Member of the Massachusetts House of Representatives for the 2nd Norfolk District
- In office 1907–1911
- Preceded by: Seat created
- Succeeded by: John H. Sherburne / John A. Curtin

Personal details
- Born: December 25, 1871 Montclair, New Jersey, US
- Died: May 5, 1951 (aged 79) Cambridge, Massachusetts, US
- Resting place: Mount Auburn Cemetery
- Party: Republican (1907–1912) Progressive Party (1912–1913)
- Spouse: Gertrude Steese (1896–1951; his death)
- Relations: Joshua Crane (uncle)
- Alma mater: Harvard College
- Occupation: Publisher

= Norman H. White =

American politician

Norman Hill White (December 25, 1871 – May 5, 1951) was an American publisher and politician.

==Early life and business career==
White was born on December 25, 1871, in Montclair, New Jersey to Henry and Henrietta Hill White. His mother was the daughter of William H. Hill, one of Boston's leading citizens.
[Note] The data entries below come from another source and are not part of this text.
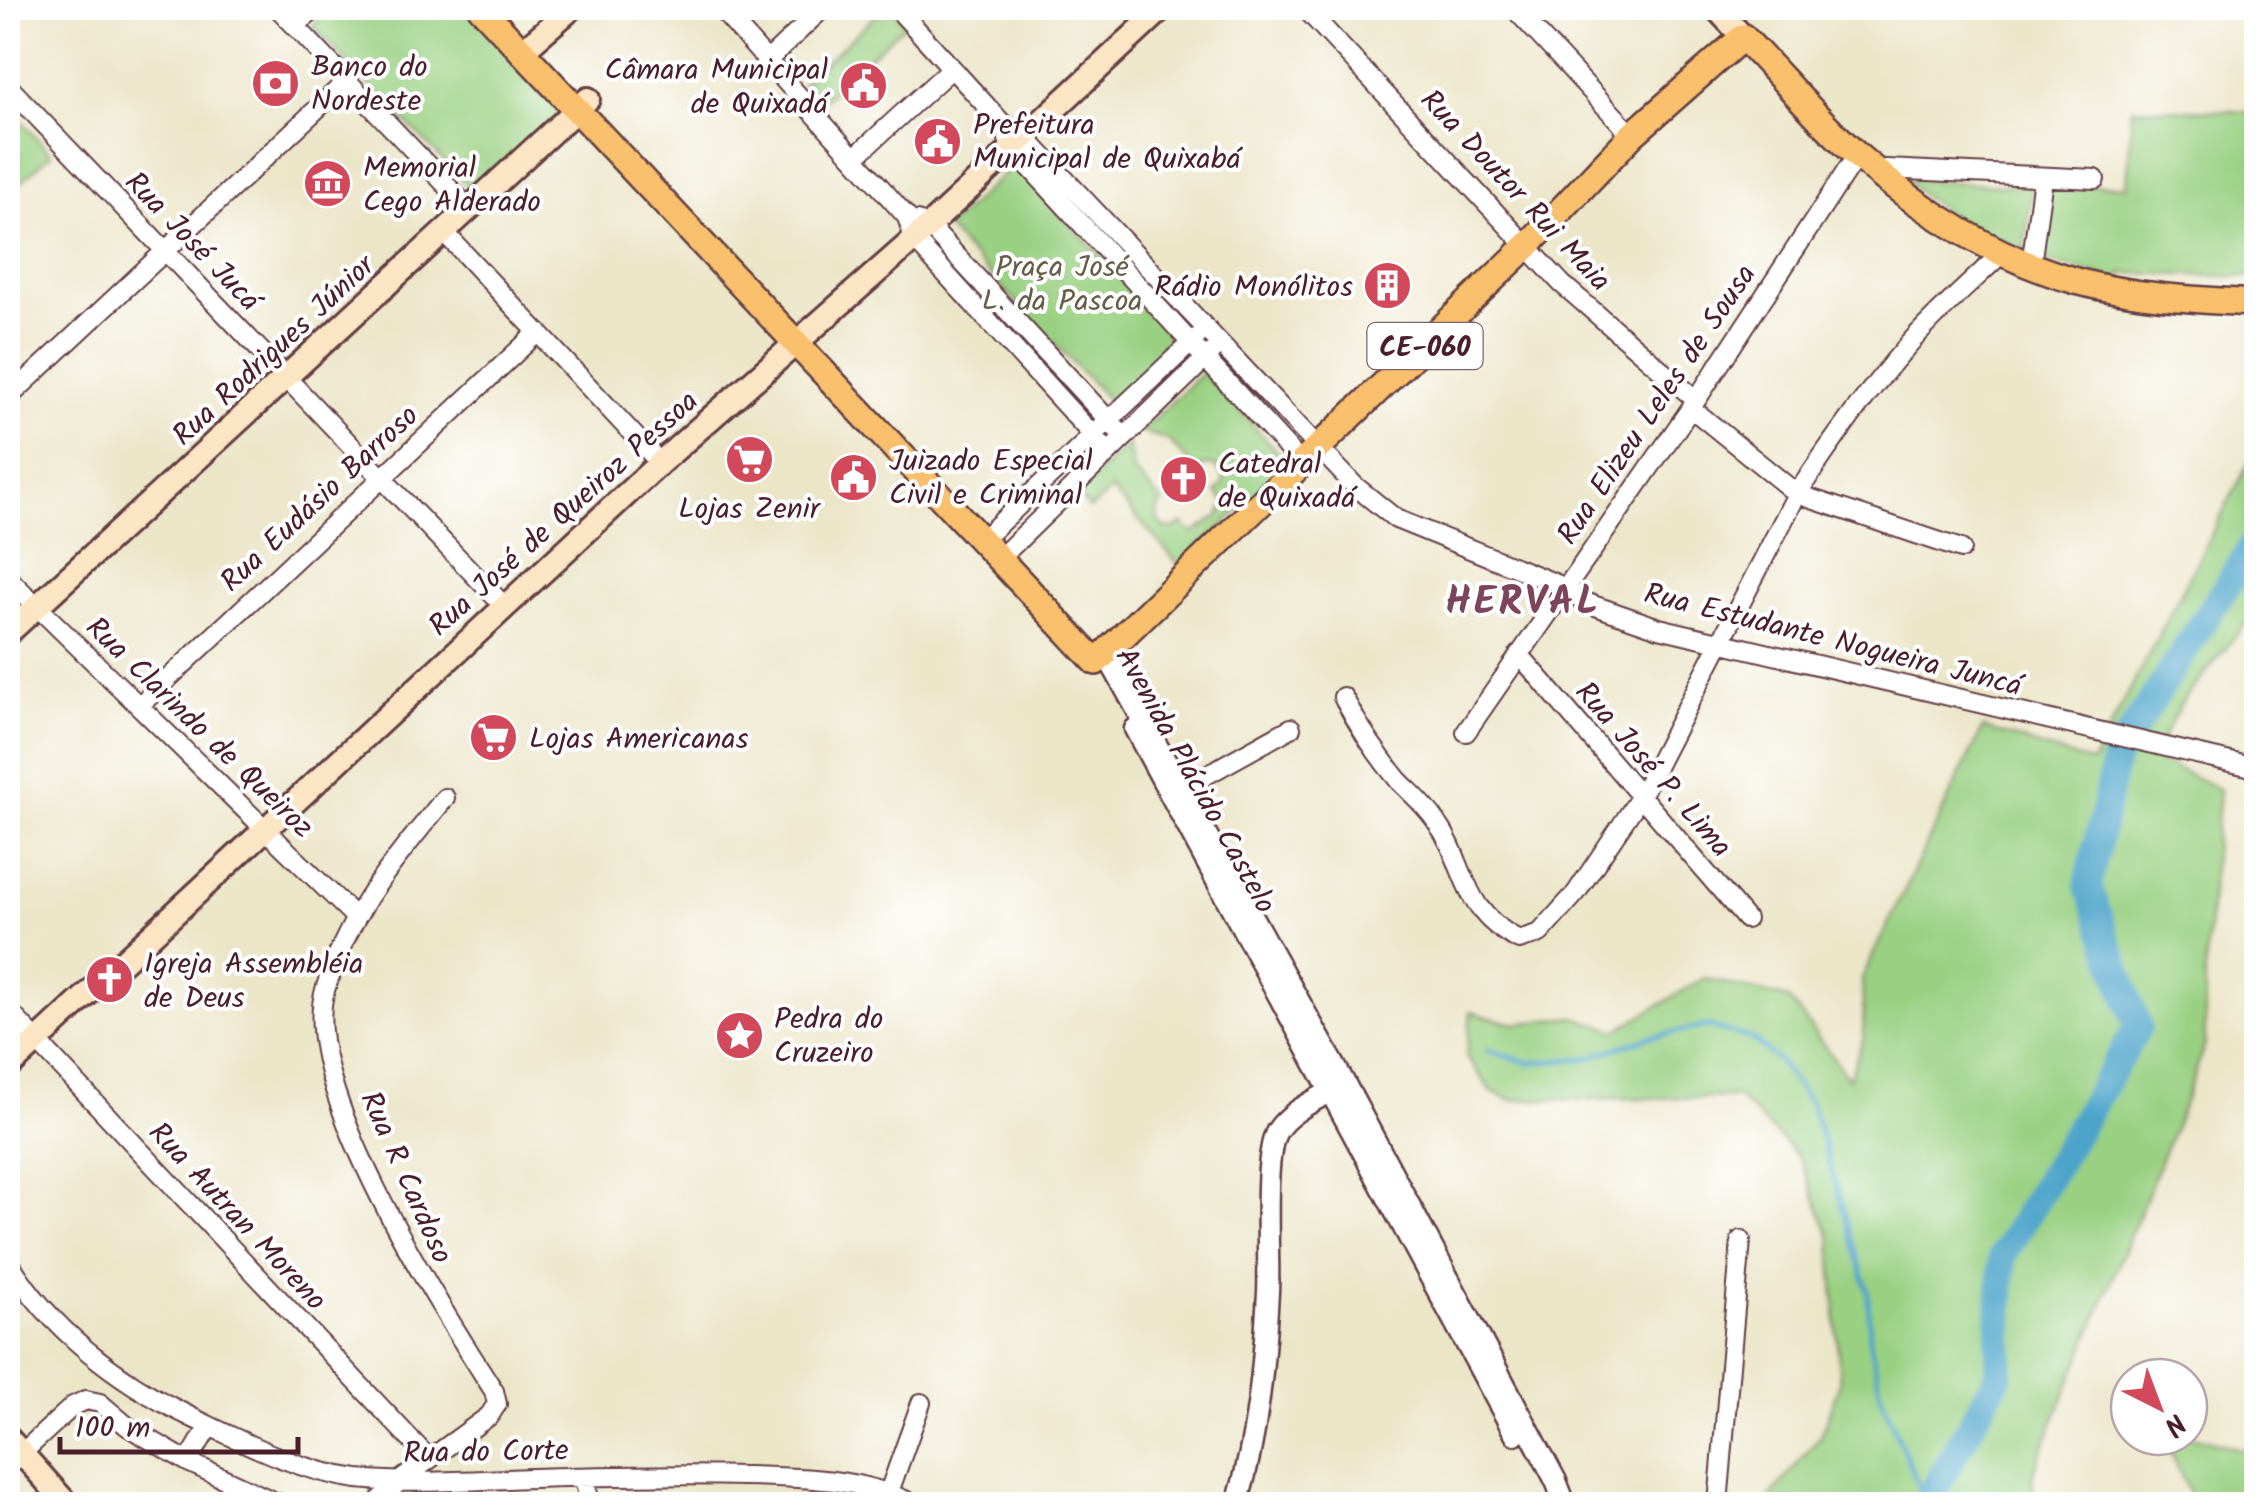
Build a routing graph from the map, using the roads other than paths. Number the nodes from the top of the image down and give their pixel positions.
1 (278, 8) edge
2 (316, 8) edge
3 (481, 8) edge
4 (501, 8) edge
5 (572, 8) edge
6 (720, 8) edge
7 (824, 8) edge
8 (897, 8) edge
9 (1163, 8) edge
10 (1306, 8) edge
11 (1514, 8) edge
12 (1716, 8) edge
13 (296, 26) junction
14 (1744, 38) junction
15 (528, 46) junction
16 (767, 61) junction
17 (952, 68) junction
18 (349, 79) junction
19 (8, 86) edge
20 (582, 104) junction
21 (1632, 136) junction
22 (1018, 142) junction
23 (855, 157) junction
24 (1867, 164) junction
25 (2043, 178) junction
26 (2095, 179) dead end
27 (470, 210) junction
28 (916, 227) junction
29 (444, 232) junction
30 (1527, 246) junction
31 (165, 252) junction
32 (2002, 252) junction
33 (2031, 264) junction
34 (2256, 303) edge
35 (1207, 328) junction
36 (538, 332) junction
37 (803, 339) junction
38 (1222, 342) junction
39 (1190, 344) junction
40 (1205, 359) junction
41 (287, 378) junction
42 (8, 398) edge
43 (1693, 403) junction
44 (1108, 420) junction
45 (1092, 435) junction
46 (1124, 436) junction
47 (1108, 452) junction
48 (1312, 456) junction
49 (660, 463) junction
50 (382, 476) junction
51 (1796, 494) junction
52 (996, 544) junction
53 (1961, 549) dead end
54 (8, 578) edge
55 (1564, 586) junction
56 (36, 606) junction
57 (505, 606) junction
58 (8, 633) edge
59 (1719, 644) junction
60 (1519, 654) junction
61 (1101, 658) junction
62 (1343, 696) dead end
63 (140, 705) junction
64 (1291, 728) dead end
65 (1466, 732) dead end
66 (1157, 756) junction
67 (2256, 768) edge
68 (1182, 788) junction
69 (1641, 796) junction
70 (445, 798) dead end
71 (264, 828) junction
72 (1237, 904) junction
73 (354, 916) junction
74 (1746, 919) dead end
75 (8, 1010) edge
76 (37, 1042) junction
77 (8, 1068) edge
78 (1337, 1087) junction
79 (1741, 1240) dead end
80 (8, 1260) edge
81 (1474, 1347) junction
82 (921, 1403) dead end
83 (208, 1426) junction
84 (12, 1452) edge
85 (429, 1460) junction
86 (188, 1462) junction
87 (583, 1477) junction
88 (400, 1480) junction
89 (889, 1492) junction
90 (67, 1504) edge
91 (279, 1504) edge
92 (376, 1504) edge
93 (591, 1504) edge
94 (913, 1504) edge
95 (1237, 1504) edge
96 (1557, 1504) edge
97 (1565, 1504) edge
98 (1718, 1504) edge

1 - 13 street
2 - 13 street
3 - 15 main road, Avenida Plácido Castelo
4 - 15 main road, Avenida Plácido Castelo
5 - 15 main road
6 - 16 street
7 - 16 street
8 - 17 street
9 - 22 main road, Rua José de Queiroz Pessoa
10 - 30 street, Rua Doutor Rui Maia
11 - 21 street
12 - 14 main road
13 - 18 street
14 - 21 main road, CE-060
14 - 24 main road
15 - 20 main road, Avenida Plácido Castelo
16 - 23 street
17 - 22 street
17 - 23 street
18 - 27 street
18 - 31 street
19 - 31 street, Rua José Jucá
20 - 27 main road, Rua Rodrigues Júnior
20 - 37 main road, Avenida Plácido Castelo
21 - 30 main road, CE-060
22 - 28 main road, Rua José de Queiroz Pessoa
22 - 35 street
22 - 39 street
23 - 28 street
24 - 25 street
24 - 32 main road
24 - 43 street, Rua Elizeu Leles de Sousa
25 - 26 street
25 - 33 street
27 - 29 main road, Rua Rodrigues Júnior
28 - 37 main road, Rua José de Queiroz Pessoa
28 - 44 street
28 - 45 street
29 - 36 street
29 - 41 main road, Rua Rodrigues Júnior
30 - 43 street, Rua Doutor Rui Maia
30 - 48 main road, CE-060
31 - 41 street, Rua José Jucá
31 - 42 street
32 - 33 main road
32 - 51 street
33 - 34 main road
35 - 38 street
35 - 39 street
36 - 49 street
36 - 50 street, Rua Eudásio Barroso
37 - 49 main road, Rua José de Queiroz Pessoa
37 - 52 main road, Avenida Plácido Castelo
38 - 40 street
38 - 48 street
39 - 40 street
39 - 44 street
40 - 46 street
40 - 48 street
41 - 50 street, Rua José Jucá
41 - 56 main road, Rua Rodrigues Júnior
43 - 51 street, Rua Doutor Rui Maia
43 - 55 street, Rua Elizeu Leles de Sousa
44 - 45 street
44 - 46 street
45 - 47 street
45 - 52 street
46 - 47 street
47 - 52 street
48 - 55 street, Rua Estudante Nogueira Juncá
48 - 61 main road, CE-060
49 - 57 main road, Rua José de Queiroz Pessoa
50 - 57 street, Rua José Jucá
50 - 63 street, Rua Eudásio Barroso
51 - 53 street, Rua Doutor Rui Maia
51 - 59 street
52 - 61 main road, Avenida Plácido Castelo
54 - 56 street, Rua Clarindo de Queiroz
55 - 59 street, Rua Estudante Nogueira Juncá
55 - 60 street, Rua Elizeu Leles de Sousa
56 - 58 main road, Rua Rodrigues Júnior
56 - 63 street, Rua Clarindo de Queiroz
57 - 71 main road, Rua José de Queiroz Pessoa
59 - 67 street, Rua Estudante Nogueira Juncá
59 - 69 street
60 - 65 street, Rua Elizeu Leles de Sousa
60 - 69 street, Rua José P. Lima
61 - 66 street, Avenida Plácido Castelo
62 - 69 street
63 - 71 street, Rua Clarindo de Queiroz
64 - 68 street
66 - 68 street, Avenida Plácido Castelo
66 - 72 street, Avenida Plácido Castelo
68 - 72 street, Avenida Plácido Castelo
69 - 74 street, Rua José P. Lima
70 - 73 street, Rua R Cardoso
71 - 73 street, Rua Clarindo de Queiroz
71 - 76 main road, Rua José de Queiroz Pessoa
72 - 78 street, Avenida Plácido Castelo
73 - 85 street, Rua R Cardoso
75 - 76 street, Rua Autran Moreno
76 - 77 main road, Rua José de Queiroz Pessoa
76 - 85 street, Rua Autran Moreno
78 - 81 street, Avenida Plácido Castelo
78 - 95 street
79 - 98 street
80 - 83 street, Rua do Corte
81 - 96 street, Avenida Plácido Castelo
81 - 97 street, Avenida Plácido Castelo
82 - 89 street
83 - 86 street
83 - 88 street, Rua do Corte
84 - 86 street
84 - 90 main road
85 - 88 street
86 - 91 street
87 - 88 street, Rua do Corte
87 - 89 street, Rua do Corte
87 - 93 street
88 - 92 street
89 - 94 street, Rua do Corte

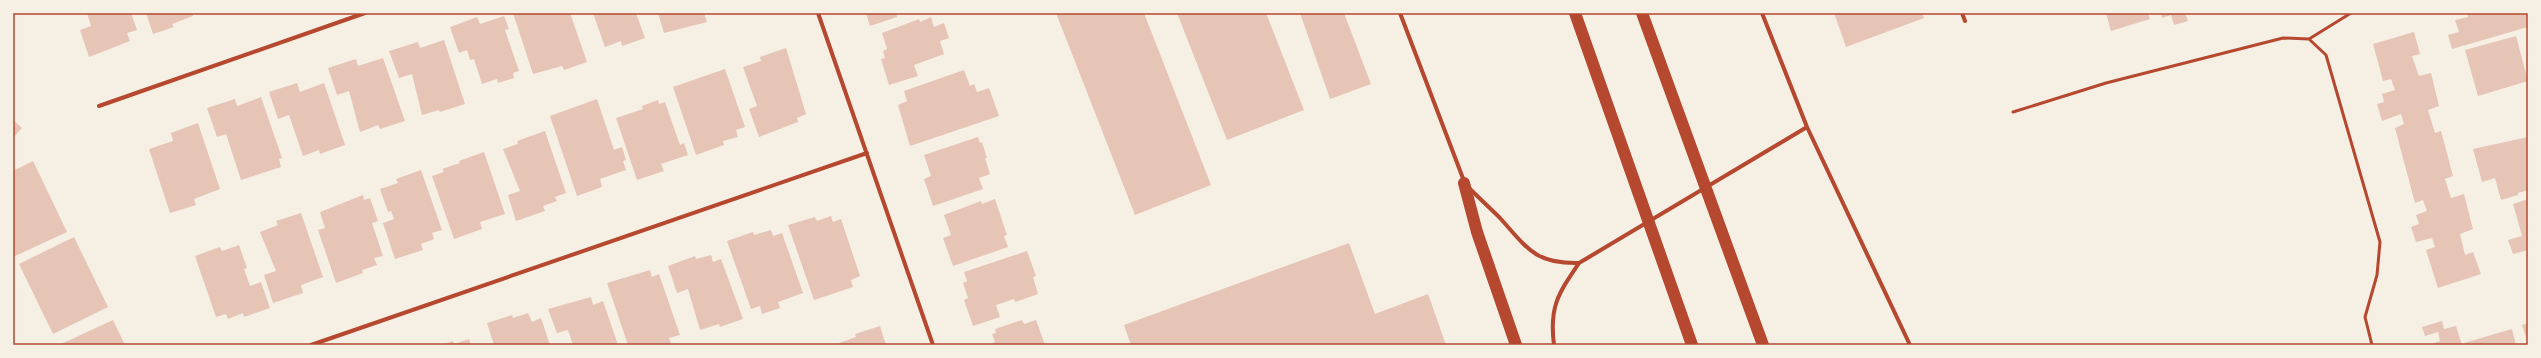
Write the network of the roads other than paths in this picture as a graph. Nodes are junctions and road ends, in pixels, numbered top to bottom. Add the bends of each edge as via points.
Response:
1 (365, 13) edge
2 (818, 13) edge
3 (1400, 13) edge
4 (1575, 13) edge
5 (1642, 13) edge
6 (1762, 13) edge
7 (1962, 13) edge
8 (2351, 13) edge
9 (1965, 21) dead end
10 (2309, 39) junction
11 (99, 106) dead end
12 (2013, 112) dead end
13 (1807, 127) junction
14 (867, 154) junction
15 (1464, 183) junction
16 (1579, 263) junction
17 (1762, 342) edge
18 (311, 345) edge
19 (933, 345) edge
20 (1516, 345) edge
21 (1554, 345) edge
22 (1692, 345) edge
23 (1910, 345) edge
24 (2372, 345) edge

1 - 11 street
2 - 14 street
3 - 15 street
4 - 22 highway
5 - 17 highway
6 - 13 street
7 - 9 street
8 - 10 lane
10 - 12 lane via 2283,38 2106,83
10 - 24 lane via 2326,55 2380,242 2377,275 2365,317
13 - 16 street
13 - 23 street
14 - 18 street
14 - 19 street
15 - 16 street via 1519,242 1538,256 1562,263
15 - 20 highway via 1477,232
16 - 21 street via 1564,285 1553,309

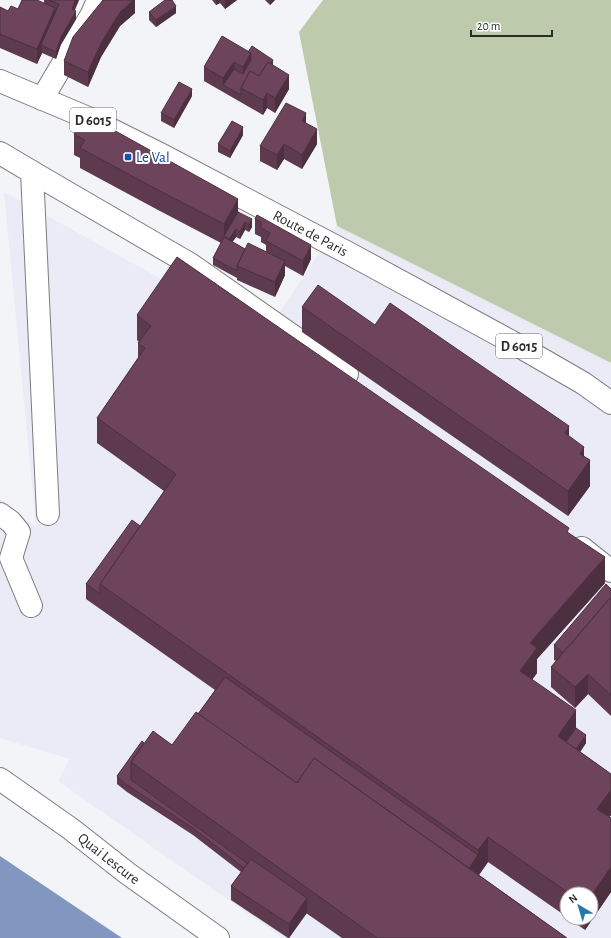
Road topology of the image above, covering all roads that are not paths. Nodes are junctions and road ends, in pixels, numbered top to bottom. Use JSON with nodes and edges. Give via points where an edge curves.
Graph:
{"nodes":[{"id":1,"x":98,"y":0,"type":"edge"},
{"id":2,"x":0,"y":81,"type":"edge"},
{"id":3,"x":42,"y":99,"type":"junction"},
{"id":4,"x":0,"y":152,"type":"edge"},
{"id":5,"x":32,"y":172,"type":"junction"},
{"id":6,"x":365,"y":387,"type":"edge"},
{"id":7,"x":611,"y":403,"type":"edge"},
{"id":8,"x":0,"y":514,"type":"edge"},
{"id":9,"x":48,"y":514,"type":"dead end"},
{"id":10,"x":568,"y":536,"type":"edge"},
{"id":11,"x":611,"y":571,"type":"edge"},
{"id":12,"x":30,"y":606,"type":"dead end"},
{"id":13,"x":0,"y":779,"type":"edge"},
{"id":14,"x":218,"y":938,"type":"edge"}],
"edges":[{"from":1,"to":3,"type":"main road"},
{"from":2,"to":3,"type":"main road","name":"Route de Paris","number":"D 6015"},
{"from":3,"to":7,"type":"main road","name":"Route de Paris","number":"D 6015","via":[[88,118],[162,155],[424,294],[510,341]]},
{"from":4,"to":5,"type":"main road"},
{"from":5,"to":6,"type":"main road","via":[[190,264]]},
{"from":5,"to":9,"type":"main road"},
{"from":8,"to":12,"type":"main road","via":[[20,532],[11,558]]},
{"from":10,"to":11,"type":"main road"},
{"from":13,"to":14,"type":"main road","name":"Quai Lescure","via":[[71,828],[127,873]]}]}
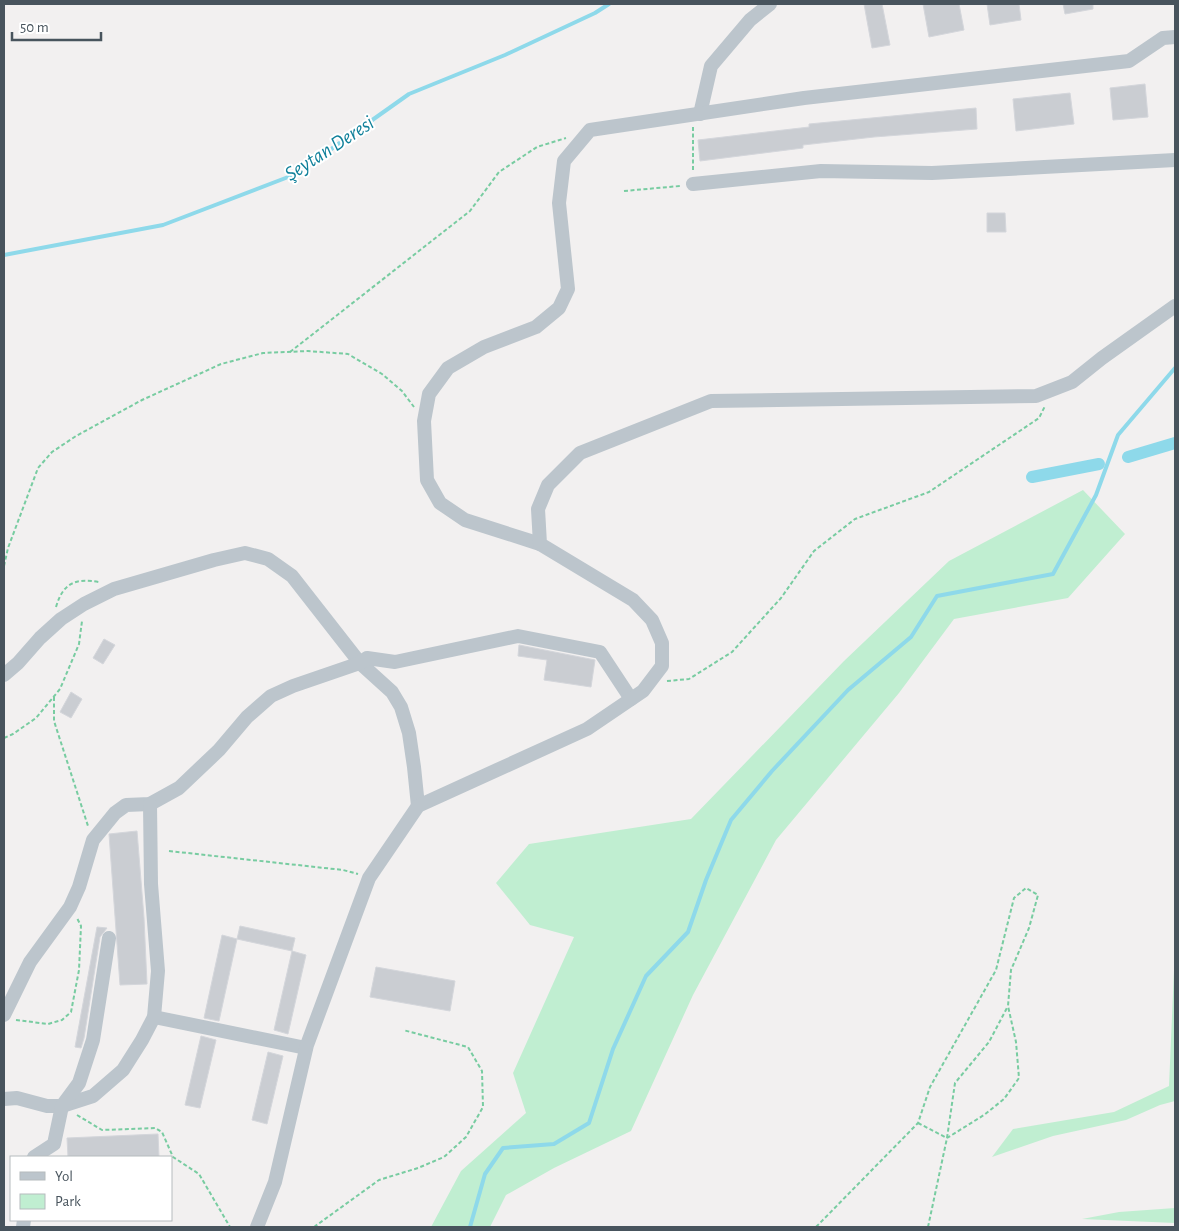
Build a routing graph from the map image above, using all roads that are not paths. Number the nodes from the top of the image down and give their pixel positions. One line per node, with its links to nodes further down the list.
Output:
1 (770, 4): 3 (street)
2 (1175, 37): 3 (street)
3 (696, 114): 7 (street)
4 (1175, 160): 5 (street)
5 (693, 184)
6 (1175, 306): 7 (street)
7 (540, 544): 10 (street)
8 (360, 663): 9 (street); 10 (street); 11 (street); 12 (street)
9 (4, 675)
10 (631, 699): 12 (street)
11 (150, 804): 14 (street); 15 (street)
12 (418, 806): 16 (street)
13 (109, 938): 18 (street)
14 (8, 1017)
15 (154, 1017): 16 (street); 18 (street)
16 (306, 1048): 20 (street)
17 (4, 1099): 18 (street)
18 (62, 1106): 19 (street)
19 (36, 1156)
20 (257, 1227)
White graduated from Harvard College in 1895 and soon thereafter became the treasurer of the Boston Bookbinding Company. He was also the assignee Small, Maynard & Company, a director of the Brookline National Bank, and a director of the Brookline Friendly Society. In 1896 he married Gerturde Steese. In 1909, White was charged with manslaughter after he struck a seven-year-old boy with his automobile in Worcester, Massachusetts. His case was brought before a grand jury, which chose not to indict him.

==Politics==
White represented Brookline, Massachusetts in the Massachusetts House of Representatives from 1907 to 1911. In 1909 he was chairman of the house education committee and in 1910 and 1911 was chairman of the ways and means committee. He was also the secretary of the Savings Bank Insurance League and worked to pass Louis Brandeis' proposed legislation that permitted savings banks to underwrite life insurance policies. He also worked with Brandeis to oppose the merger of the New Haven and Boston and Maine Railroads. In 1908, White was the only Republican to voice opposition to the renomination of John N. Cole as Speaker. He broke with the party again in 1909, campaigning for independent candidate John E. White over Republican nominee Thomas Pattison in the race for the Cape District's Massachusetts Senate seat. In 1911 he led an unsuccessful effort to prohibit the exhibition of un-draped statues or pictures of the naked human form. In the 1911 gubernatorial election, White finished third in the Republican primary with 17% of the vote. During the campaign, a dark-tinted lithograph released by White's campaign led to rumors that he was of African descent. In the 1912 United States presidential election, White backed Theodore Roosevelt for president and joined the Bull Moose Party. On November 13, 1912, Democratic Governor Eugene Foss nominated White for chairman of the newly-formed state economy and efficiency board. He was unanimously confirmed by the Massachusetts Governor's Council on November 20, 1912. On March 15, 1913, White resigned from the economy and efficiency board to run in the special election for the Massachusetts's 13th congressional district that became vacant when John W. Weeks was elected to the United States Senate. The nominee of the Progressive Party, White finished third with 20% of the vote to Democrat John Joseph Mitchell's 48% and Republican Alfred L. Cutting's 32%.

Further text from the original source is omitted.